If a person’s A1C comes back between 5.7 and 6.4, that’s a diagnosis of prediabetes. A normal A1C slides into home base under 5.7.

Besides the blood tests, there are certain signs and symptoms that could alert individuals that there might be an issue. Low blood sugar is one of the factors to look for.

With prediabetes, Dietz explained that a person is making plenty of insulin, and insulin’s job is to unlock the cells and allow sugar to go into the cells for storage. What happens at the early stages of the disease is that the insulin and sugar can’t efficiently reach the red blood cells, causing insulin resistance.

“Our cells are very resistant to allowing the insulin to do its job, to allow the sugar to come into the cells. So what’s happening in that situation is that, what the body compensates for, it’s saying, ‘Oh, oh, the doors are locked to the cell. It’s not letting the insulin do it’s job. I tell you what we’re going to do. We’re going to go back to the pancreas and tell the pancreas to make more insulin – a lot more. A lot more,’” Dietz said. “So now what happens is you have all this excess insulin circulating in your blood.”

There are certain factors, along with a family history of diabetes, that could make an individual’s insulin resistance worse to some degree. Those include becoming overweight or obese, being inactive, being over the age of 45, being stressed, not eating regularly, skipping several meals or maintaining a diet that’s high in sugar or high in fat.

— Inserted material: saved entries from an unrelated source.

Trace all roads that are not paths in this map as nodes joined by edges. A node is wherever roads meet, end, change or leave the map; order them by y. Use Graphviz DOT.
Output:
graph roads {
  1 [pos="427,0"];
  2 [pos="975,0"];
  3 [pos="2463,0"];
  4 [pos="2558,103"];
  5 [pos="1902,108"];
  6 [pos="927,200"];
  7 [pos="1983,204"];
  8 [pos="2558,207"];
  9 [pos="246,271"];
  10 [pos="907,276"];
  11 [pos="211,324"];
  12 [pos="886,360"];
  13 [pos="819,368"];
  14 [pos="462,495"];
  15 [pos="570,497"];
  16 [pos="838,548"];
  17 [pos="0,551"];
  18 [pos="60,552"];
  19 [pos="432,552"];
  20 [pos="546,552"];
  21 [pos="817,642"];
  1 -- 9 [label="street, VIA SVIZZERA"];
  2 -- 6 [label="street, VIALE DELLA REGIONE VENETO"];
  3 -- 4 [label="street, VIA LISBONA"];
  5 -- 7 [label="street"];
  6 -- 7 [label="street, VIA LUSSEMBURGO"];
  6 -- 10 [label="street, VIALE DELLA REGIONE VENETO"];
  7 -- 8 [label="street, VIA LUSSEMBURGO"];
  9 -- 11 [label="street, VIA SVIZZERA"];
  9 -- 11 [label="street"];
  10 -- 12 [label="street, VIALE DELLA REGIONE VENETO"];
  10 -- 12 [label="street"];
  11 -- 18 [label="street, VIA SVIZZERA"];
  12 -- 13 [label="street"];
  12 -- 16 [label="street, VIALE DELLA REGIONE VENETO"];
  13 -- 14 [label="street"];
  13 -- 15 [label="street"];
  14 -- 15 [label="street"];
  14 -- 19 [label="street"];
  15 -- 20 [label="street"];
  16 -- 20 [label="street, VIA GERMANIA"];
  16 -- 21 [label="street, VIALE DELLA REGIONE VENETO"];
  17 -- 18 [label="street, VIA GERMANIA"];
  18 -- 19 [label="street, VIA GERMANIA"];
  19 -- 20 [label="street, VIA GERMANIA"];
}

Catching prediabetes early is the key to implementing a lifestyle change with the best possibility of positive results. But for many people, that doesn’t mean a drastic upheaval of their daily routine. Implementing small changes can bring about big results.

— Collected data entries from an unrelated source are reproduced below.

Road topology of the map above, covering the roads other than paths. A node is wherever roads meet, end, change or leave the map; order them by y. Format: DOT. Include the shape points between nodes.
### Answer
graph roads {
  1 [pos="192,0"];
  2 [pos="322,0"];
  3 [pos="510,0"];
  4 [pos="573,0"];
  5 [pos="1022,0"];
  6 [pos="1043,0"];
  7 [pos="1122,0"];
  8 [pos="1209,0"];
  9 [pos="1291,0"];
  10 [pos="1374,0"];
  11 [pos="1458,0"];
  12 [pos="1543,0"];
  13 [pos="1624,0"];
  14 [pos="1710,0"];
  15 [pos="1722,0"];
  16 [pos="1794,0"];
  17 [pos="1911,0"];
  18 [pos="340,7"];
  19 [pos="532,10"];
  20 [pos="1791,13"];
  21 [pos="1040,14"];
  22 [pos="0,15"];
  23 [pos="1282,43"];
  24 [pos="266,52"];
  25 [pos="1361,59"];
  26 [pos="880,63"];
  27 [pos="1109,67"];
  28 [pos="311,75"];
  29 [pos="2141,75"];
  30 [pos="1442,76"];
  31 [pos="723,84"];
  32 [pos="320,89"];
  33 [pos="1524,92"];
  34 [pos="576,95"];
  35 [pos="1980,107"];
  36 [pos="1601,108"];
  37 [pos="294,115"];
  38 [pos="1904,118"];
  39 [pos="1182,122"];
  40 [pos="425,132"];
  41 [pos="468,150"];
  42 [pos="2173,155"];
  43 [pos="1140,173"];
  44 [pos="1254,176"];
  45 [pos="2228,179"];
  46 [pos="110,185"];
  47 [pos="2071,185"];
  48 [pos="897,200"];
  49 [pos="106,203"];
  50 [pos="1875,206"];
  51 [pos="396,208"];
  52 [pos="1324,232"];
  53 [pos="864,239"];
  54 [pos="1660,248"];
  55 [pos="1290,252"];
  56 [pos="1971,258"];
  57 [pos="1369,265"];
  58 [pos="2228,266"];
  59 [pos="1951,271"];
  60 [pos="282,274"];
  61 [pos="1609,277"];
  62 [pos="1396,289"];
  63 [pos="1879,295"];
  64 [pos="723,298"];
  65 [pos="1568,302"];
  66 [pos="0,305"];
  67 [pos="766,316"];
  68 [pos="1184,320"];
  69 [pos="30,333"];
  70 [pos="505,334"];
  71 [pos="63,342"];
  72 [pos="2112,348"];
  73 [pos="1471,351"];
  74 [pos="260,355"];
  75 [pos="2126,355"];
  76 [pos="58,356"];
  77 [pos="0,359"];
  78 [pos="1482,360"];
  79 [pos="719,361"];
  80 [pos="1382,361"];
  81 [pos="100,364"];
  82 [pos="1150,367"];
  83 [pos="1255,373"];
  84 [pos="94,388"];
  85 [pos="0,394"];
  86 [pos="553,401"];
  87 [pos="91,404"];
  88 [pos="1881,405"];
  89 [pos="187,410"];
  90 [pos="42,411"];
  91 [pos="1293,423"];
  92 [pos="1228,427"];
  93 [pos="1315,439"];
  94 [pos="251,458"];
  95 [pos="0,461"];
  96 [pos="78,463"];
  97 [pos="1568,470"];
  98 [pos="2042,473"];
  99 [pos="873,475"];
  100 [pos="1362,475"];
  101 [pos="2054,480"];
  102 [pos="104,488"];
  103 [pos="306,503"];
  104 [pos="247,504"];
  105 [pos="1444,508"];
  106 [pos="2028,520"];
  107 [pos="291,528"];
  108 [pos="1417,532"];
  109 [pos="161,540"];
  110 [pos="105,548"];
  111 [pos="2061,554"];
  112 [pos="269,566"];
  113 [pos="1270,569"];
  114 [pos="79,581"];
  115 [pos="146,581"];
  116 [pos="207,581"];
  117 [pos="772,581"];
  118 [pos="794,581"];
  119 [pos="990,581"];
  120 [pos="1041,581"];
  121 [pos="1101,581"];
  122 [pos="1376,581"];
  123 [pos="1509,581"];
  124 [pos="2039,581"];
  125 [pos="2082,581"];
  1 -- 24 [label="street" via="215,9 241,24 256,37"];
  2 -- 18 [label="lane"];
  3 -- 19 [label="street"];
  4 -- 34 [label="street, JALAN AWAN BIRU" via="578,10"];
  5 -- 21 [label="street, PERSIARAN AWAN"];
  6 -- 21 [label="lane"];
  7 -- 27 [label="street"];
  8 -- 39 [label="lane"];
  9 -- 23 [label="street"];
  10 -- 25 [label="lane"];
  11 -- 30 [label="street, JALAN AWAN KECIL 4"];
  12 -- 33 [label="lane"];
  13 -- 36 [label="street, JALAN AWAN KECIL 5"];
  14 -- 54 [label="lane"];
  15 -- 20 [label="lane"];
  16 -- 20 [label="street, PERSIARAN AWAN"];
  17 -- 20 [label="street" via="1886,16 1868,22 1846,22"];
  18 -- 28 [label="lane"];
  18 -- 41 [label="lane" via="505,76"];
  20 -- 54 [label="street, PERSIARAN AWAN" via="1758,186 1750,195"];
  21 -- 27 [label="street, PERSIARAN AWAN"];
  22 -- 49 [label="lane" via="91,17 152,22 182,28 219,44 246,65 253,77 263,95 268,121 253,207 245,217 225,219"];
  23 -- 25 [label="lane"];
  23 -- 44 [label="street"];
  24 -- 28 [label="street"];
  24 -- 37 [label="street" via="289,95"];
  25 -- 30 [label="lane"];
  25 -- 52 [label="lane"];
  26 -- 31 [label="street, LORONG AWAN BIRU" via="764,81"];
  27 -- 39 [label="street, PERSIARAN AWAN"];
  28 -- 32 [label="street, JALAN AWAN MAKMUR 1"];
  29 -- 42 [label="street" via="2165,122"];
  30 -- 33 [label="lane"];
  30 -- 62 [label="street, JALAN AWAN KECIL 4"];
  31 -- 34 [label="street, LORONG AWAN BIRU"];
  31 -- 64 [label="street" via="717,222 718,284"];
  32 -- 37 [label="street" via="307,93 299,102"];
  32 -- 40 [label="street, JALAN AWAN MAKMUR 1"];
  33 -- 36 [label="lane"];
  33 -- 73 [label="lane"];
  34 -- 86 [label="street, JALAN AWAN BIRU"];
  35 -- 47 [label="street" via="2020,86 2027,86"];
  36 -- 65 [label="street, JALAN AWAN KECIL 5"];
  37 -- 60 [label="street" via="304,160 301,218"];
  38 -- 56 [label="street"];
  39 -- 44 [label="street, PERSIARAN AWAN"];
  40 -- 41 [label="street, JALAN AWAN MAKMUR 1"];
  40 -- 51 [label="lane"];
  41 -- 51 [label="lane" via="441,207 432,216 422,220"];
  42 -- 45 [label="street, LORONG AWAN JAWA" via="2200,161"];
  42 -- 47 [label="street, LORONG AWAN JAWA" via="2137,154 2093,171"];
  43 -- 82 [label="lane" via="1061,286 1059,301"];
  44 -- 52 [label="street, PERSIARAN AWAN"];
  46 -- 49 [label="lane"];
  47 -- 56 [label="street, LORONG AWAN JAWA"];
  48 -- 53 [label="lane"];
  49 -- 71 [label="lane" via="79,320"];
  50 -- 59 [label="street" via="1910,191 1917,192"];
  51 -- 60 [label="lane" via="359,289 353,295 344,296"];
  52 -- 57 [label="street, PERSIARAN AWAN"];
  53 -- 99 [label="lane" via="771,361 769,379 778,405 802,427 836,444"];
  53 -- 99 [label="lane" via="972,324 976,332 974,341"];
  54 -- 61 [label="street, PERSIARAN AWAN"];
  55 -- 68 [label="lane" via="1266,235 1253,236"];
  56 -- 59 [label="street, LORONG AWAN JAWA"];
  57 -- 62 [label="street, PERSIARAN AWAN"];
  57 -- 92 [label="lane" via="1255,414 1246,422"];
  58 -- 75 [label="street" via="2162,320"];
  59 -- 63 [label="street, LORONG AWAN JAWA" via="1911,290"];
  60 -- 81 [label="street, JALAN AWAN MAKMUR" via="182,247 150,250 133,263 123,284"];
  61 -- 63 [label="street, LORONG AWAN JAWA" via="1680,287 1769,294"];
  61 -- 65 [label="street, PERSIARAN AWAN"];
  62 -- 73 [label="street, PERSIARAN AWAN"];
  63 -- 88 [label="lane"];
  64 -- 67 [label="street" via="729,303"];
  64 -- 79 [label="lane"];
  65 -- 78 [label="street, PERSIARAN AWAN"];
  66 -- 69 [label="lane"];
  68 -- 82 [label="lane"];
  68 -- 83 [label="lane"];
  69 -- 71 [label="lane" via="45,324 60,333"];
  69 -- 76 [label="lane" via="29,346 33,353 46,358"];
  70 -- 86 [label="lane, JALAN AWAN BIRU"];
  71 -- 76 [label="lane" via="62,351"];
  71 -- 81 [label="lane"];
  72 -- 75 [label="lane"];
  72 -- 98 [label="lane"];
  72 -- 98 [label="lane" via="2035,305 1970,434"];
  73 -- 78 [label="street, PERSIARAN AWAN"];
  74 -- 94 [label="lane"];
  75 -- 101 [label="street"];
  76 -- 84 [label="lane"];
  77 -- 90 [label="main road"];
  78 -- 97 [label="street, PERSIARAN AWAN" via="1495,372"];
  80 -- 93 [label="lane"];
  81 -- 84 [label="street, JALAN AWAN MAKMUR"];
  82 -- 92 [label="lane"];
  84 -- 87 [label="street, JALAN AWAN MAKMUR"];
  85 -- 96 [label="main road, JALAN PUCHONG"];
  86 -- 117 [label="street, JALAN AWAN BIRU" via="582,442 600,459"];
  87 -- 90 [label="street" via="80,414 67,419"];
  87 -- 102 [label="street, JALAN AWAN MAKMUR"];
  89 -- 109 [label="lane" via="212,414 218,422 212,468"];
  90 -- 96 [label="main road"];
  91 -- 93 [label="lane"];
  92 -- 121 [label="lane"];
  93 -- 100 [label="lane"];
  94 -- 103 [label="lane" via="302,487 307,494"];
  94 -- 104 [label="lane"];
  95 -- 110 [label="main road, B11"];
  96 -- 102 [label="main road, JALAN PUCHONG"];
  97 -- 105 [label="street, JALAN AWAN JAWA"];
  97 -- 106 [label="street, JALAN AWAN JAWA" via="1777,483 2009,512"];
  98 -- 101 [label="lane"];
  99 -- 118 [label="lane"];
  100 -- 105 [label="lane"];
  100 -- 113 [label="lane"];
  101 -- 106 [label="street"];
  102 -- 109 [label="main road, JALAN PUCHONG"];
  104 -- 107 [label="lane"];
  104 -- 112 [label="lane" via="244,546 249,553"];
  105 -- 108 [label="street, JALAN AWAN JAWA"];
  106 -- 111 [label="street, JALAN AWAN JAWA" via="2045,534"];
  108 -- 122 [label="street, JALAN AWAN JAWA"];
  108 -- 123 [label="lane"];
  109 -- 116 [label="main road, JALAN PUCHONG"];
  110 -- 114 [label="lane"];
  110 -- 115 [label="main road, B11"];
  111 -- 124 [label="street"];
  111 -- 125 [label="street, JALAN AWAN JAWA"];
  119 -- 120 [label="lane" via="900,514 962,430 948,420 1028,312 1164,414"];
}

“I’ve helped a lot of people go from prediabetes to having a normal blood sugar just through diet and exercise and, you know, good eating behaviors and getting good sleep and weight loss,” Dietz said. “The number one is if you’re overweight, you need to lose weight for sure. You’ll see online, it doesn’t even take a lot of weight loss to turn this around, sometimes.”

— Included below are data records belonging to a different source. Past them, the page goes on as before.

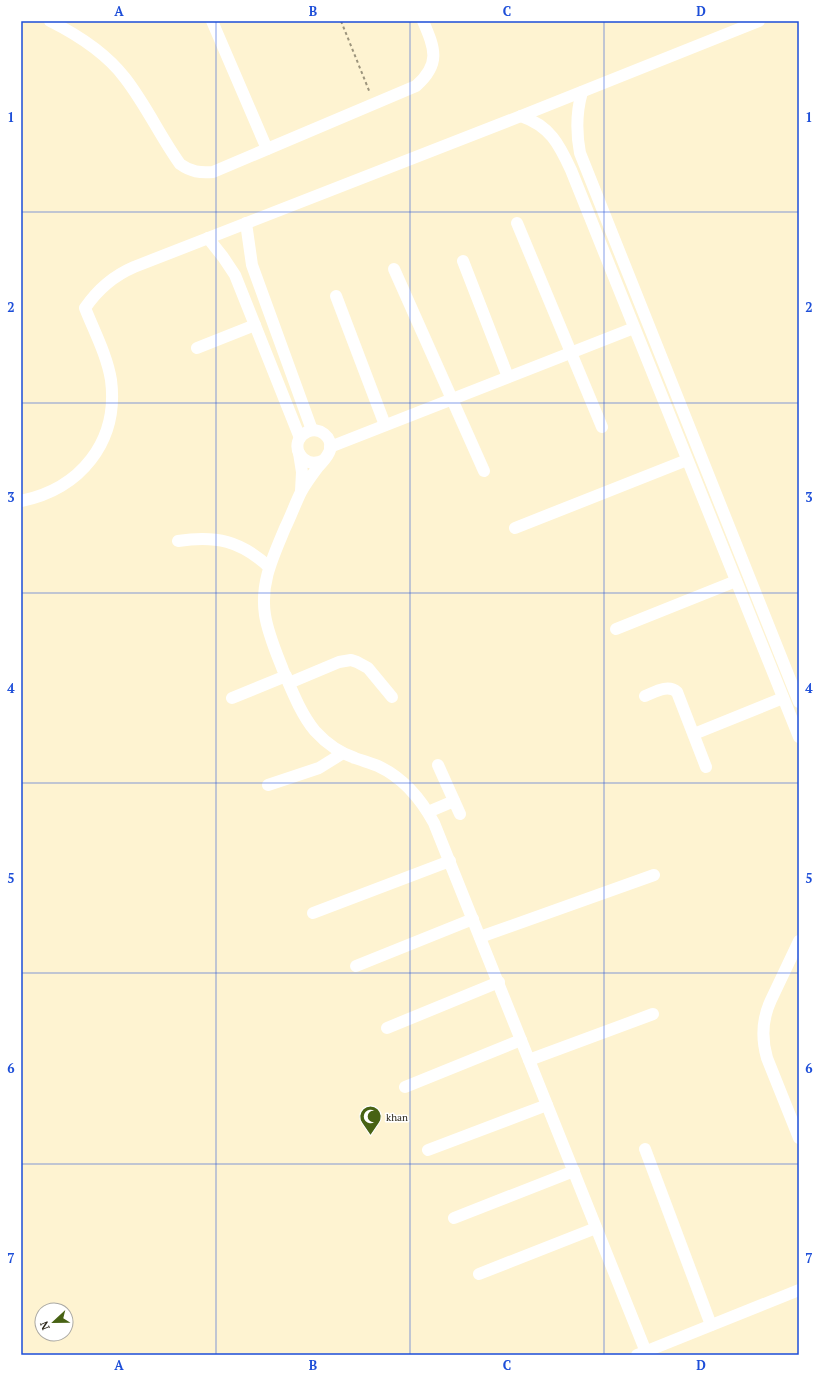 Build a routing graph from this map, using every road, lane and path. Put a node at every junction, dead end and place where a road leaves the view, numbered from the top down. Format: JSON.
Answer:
{"nodes":[{"id":1,"x":50,"y":21,"type":"edge"},
{"id":2,"x":212,"y":21,"type":"edge"},
{"id":3,"x":341,"y":21,"type":"edge"},
{"id":4,"x":423,"y":21,"type":"edge"},
{"id":5,"x":759,"y":21,"type":"edge"},
{"id":6,"x":582,"y":92,"type":"junction"},
{"id":7,"x":374,"y":104,"type":"junction"},
{"id":8,"x":521,"y":116,"type":"junction"},
{"id":9,"x":267,"y":149,"type":"junction"},
{"id":10,"x":246,"y":223,"type":"junction"},
{"id":11,"x":517,"y":223,"type":"dead end"},
{"id":12,"x":208,"y":238,"type":"junction"},
{"id":13,"x":463,"y":261,"type":"dead end"},
{"id":14,"x":394,"y":269,"type":"dead end"},
{"id":15,"x":256,"y":278,"type":"junction"},
{"id":16,"x":239,"y":284,"type":"junction"},
{"id":17,"x":336,"y":296,"type":"dead end"},
{"id":18,"x":255,"y":325,"type":"junction"},
{"id":19,"x":634,"y":328,"type":"junction"},
{"id":20,"x":197,"y":348,"type":"dead end"},
{"id":21,"x":571,"y":352,"type":"junction"},
{"id":22,"x":669,"y":376,"type":"junction"},
{"id":23,"x":508,"y":377,"type":"junction"},
{"id":24,"x":656,"y":382,"type":"junction"},
{"id":25,"x":452,"y":399,"type":"junction"},
{"id":26,"x":385,"y":425,"type":"junction"},
{"id":27,"x":602,"y":427,"type":"dead end"},
{"id":28,"x":312,"y":430,"type":"junction"},
{"id":29,"x":300,"y":438,"type":"junction"},
{"id":30,"x":330,"y":447,"type":"junction"},
{"id":31,"x":299,"y":453,"type":"junction"},
{"id":32,"x":324,"y":460,"type":"junction"},
{"id":33,"x":687,"y":460,"type":"junction"},
{"id":34,"x":484,"y":471,"type":"dead end"},
{"id":35,"x":301,"y":492,"type":"junction"},
{"id":36,"x":21,"y":501,"type":"edge"},
{"id":37,"x":515,"y":528,"type":"dead end"},
{"id":38,"x":178,"y":540,"type":"dead end"},
{"id":39,"x":269,"y":567,"type":"junction"},
{"id":40,"x":736,"y":581,"type":"junction"},
{"id":41,"x":616,"y":629,"type":"dead end"},
{"id":42,"x":772,"y":634,"type":"junction"},
{"id":43,"x":759,"y":639,"type":"junction"},
{"id":44,"x":287,"y":680,"type":"junction"},
{"id":45,"x":645,"y":696,"type":"dead end"},
{"id":46,"x":392,"y":697,"type":"dead end"},
{"id":47,"x":232,"y":698,"type":"dead end"},
{"id":48,"x":783,"y":698,"type":"junction"},
{"id":49,"x":799,"y":702,"type":"edge"},
{"id":50,"x":694,"y":734,"type":"junction"},
{"id":51,"x":799,"y":737,"type":"edge"},
{"id":52,"x":343,"y":753,"type":"junction"},
{"id":53,"x":438,"y":765,"type":"dead end"},
{"id":54,"x":706,"y":767,"type":"dead end"},
{"id":55,"x":268,"y":786,"type":"dead end"},
{"id":56,"x":454,"y":801,"type":"junction"},
{"id":57,"x":428,"y":812,"type":"junction"},
{"id":58,"x":460,"y":814,"type":"dead end"},
{"id":59,"x":450,"y":861,"type":"junction"},
{"id":60,"x":654,"y":875,"type":"dead end"},
{"id":61,"x":313,"y":913,"type":"dead end"},
{"id":62,"x":473,"y":919,"type":"junction"},
{"id":63,"x":480,"y":937,"type":"junction"},
{"id":64,"x":799,"y":940,"type":"edge"},
{"id":65,"x":796,"y":955,"type":"edge"},
{"id":66,"x":356,"y":966,"type":"dead end"},
{"id":67,"x":499,"y":982,"type":"junction"},
{"id":68,"x":653,"y":1014,"type":"dead end"},
{"id":69,"x":387,"y":1028,"type":"dead end"},
{"id":70,"x":521,"y":1040,"type":"junction"},
{"id":71,"x":530,"y":1060,"type":"junction"},
{"id":72,"x":405,"y":1087,"type":"dead end"},
{"id":73,"x":547,"y":1105,"type":"junction"},
{"id":74,"x":798,"y":1134,"type":"edge"},
{"id":75,"x":645,"y":1149,"type":"dead end"},
{"id":76,"x":428,"y":1150,"type":"dead end"},
{"id":77,"x":574,"y":1171,"type":"junction"},
{"id":78,"x":454,"y":1218,"type":"dead end"},
{"id":79,"x":596,"y":1228,"type":"junction"},
{"id":80,"x":479,"y":1274,"type":"dead end"},
{"id":81,"x":799,"y":1290,"type":"edge"},
{"id":82,"x":711,"y":1325,"type":"junction"},
{"id":83,"x":641,"y":1353,"type":"edge"}],
"edges":[{"from":1,"to":9,"type":"street"},
{"from":2,"to":9,"type":"street"},
{"from":3,"to":7,"type":"path"},
{"from":4,"to":7,"type":"street"},
{"from":5,"to":6,"type":"street"},
{"from":6,"to":8,"type":"street"},
{"from":6,"to":22,"type":"street"},
{"from":7,"to":9,"type":"street"},
{"from":8,"to":10,"type":"street"},
{"from":8,"to":19,"type":"street"},
{"from":10,"to":12,"type":"street"},
{"from":10,"to":15,"type":"street"},
{"from":11,"to":21,"type":"street"},
{"from":12,"to":16,"type":"street"},
{"from":12,"to":36,"type":"street"},
{"from":13,"to":23,"type":"street"},
{"from":14,"to":25,"type":"street"},
{"from":15,"to":16,"type":"street"},
{"from":15,"to":28,"type":"street"},
{"from":16,"to":18,"type":"street"},
{"from":17,"to":26,"type":"street"},
{"from":18,"to":20,"type":"street"},
{"from":18,"to":29,"type":"street"},
{"from":19,"to":21,"type":"street"},
{"from":19,"to":24,"type":"street"},
{"from":21,"to":23,"type":"street"},
{"from":21,"to":27,"type":"street"},
{"from":22,"to":24,"type":"street"},
{"from":22,"to":42,"type":"street"},
{"from":23,"to":25,"type":"street"},
{"from":24,"to":33,"type":"street"},
{"from":25,"to":26,"type":"street"},
{"from":25,"to":34,"type":"street"},
{"from":26,"to":30,"type":"street"},
{"from":28,"to":29,"type":"street"},
{"from":28,"to":30,"type":"street"},
{"from":29,"to":31,"type":"street"},
{"from":30,"to":32,"type":"street"},
{"from":31,"to":32,"type":"street"},
{"from":31,"to":35,"type":"street"},
{"from":32,"to":35,"type":"street"},
{"from":33,"to":37,"type":"street"},
{"from":33,"to":40,"type":"street"},
{"from":35,"to":39,"type":"street"},
{"from":38,"to":39,"type":"street"},
{"from":39,"to":44,"type":"street"},
{"from":40,"to":41,"type":"street"},
{"from":40,"to":43,"type":"street"},
{"from":42,"to":43,"type":"street"},
{"from":42,"to":49,"type":"street"},
{"from":43,"to":48,"type":"street"},
{"from":44,"to":46,"type":"street"},
{"from":44,"to":47,"type":"street"},
{"from":44,"to":52,"type":"street"},
{"from":45,"to":50,"type":"street"},
{"from":48,"to":50,"type":"street"},
{"from":48,"to":51,"type":"street"},
{"from":50,"to":54,"type":"street"},
{"from":52,"to":55,"type":"street"},
{"from":52,"to":57,"type":"street"},
{"from":53,"to":56,"type":"street"},
{"from":56,"to":57,"type":"street"},
{"from":56,"to":58,"type":"street"},
{"from":57,"to":59,"type":"street"},
{"from":59,"to":61,"type":"street"},
{"from":59,"to":62,"type":"street"},
{"from":60,"to":63,"type":"street"},
{"from":62,"to":63,"type":"street"},
{"from":62,"to":66,"type":"street"},
{"from":63,"to":67,"type":"street"},
{"from":64,"to":65,"type":"street"},
{"from":65,"to":74,"type":"street"},
{"from":67,"to":69,"type":"street"},
{"from":67,"to":70,"type":"street"},
{"from":68,"to":71,"type":"street"},
{"from":70,"to":71,"type":"street"},
{"from":70,"to":72,"type":"street"},
{"from":71,"to":73,"type":"street"},
{"from":73,"to":76,"type":"street"},
{"from":73,"to":77,"type":"street"},
{"from":75,"to":82,"type":"street"},
{"from":77,"to":78,"type":"street"},
{"from":77,"to":79,"type":"street"},
{"from":79,"to":80,"type":"street"},
{"from":79,"to":83,"type":"street"},
{"from":81,"to":82,"type":"street"},
{"from":82,"to":83,"type":"street"}]}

The dietician noted that for some people, losing only 5% to 7% of their body weight could help normalize their blood sugar levels. She also encourages taking an honest look at eating habits — whether a person’s actually hungry when they’re consuming food, or whether they’re eating for another reason, such as out of boredom or depression.

Once a person nails down areas in their weekly diet needing improvement, Dietz encourages them to take steps toward a healthier plan.

Alani Adkins, Danville’s family and consumer science SNAP-Ed extension agent, encouraged those with family histories of diabetes or those experiencing blood sugar issues to seek a professional opinion sooner rather than later.

“The reason why you would want to know if you fall into that category is so you can try to take preventative steps to make sure you don’t get diabetes,” Adkins said. “If it goes untreated or you’re unaware, likely you’re more at-risk for diabetes.”

Adkins noted that there are resources available in the Danville area for people who have prediabetes, as well as full-fledged diabetes.

“First and foremost, just talking to their primary health provider — that’s probably the best way to start going about it,” Adkins said.

The agent further noted that local centers specializing in cancer research often see patients experiencing issues related to diabetes. There are also online resources available through the Family and Nutrition Program featured at, where individuals may find healthy recipes, physical activity videos, tips for grocery shopping on a budget and more.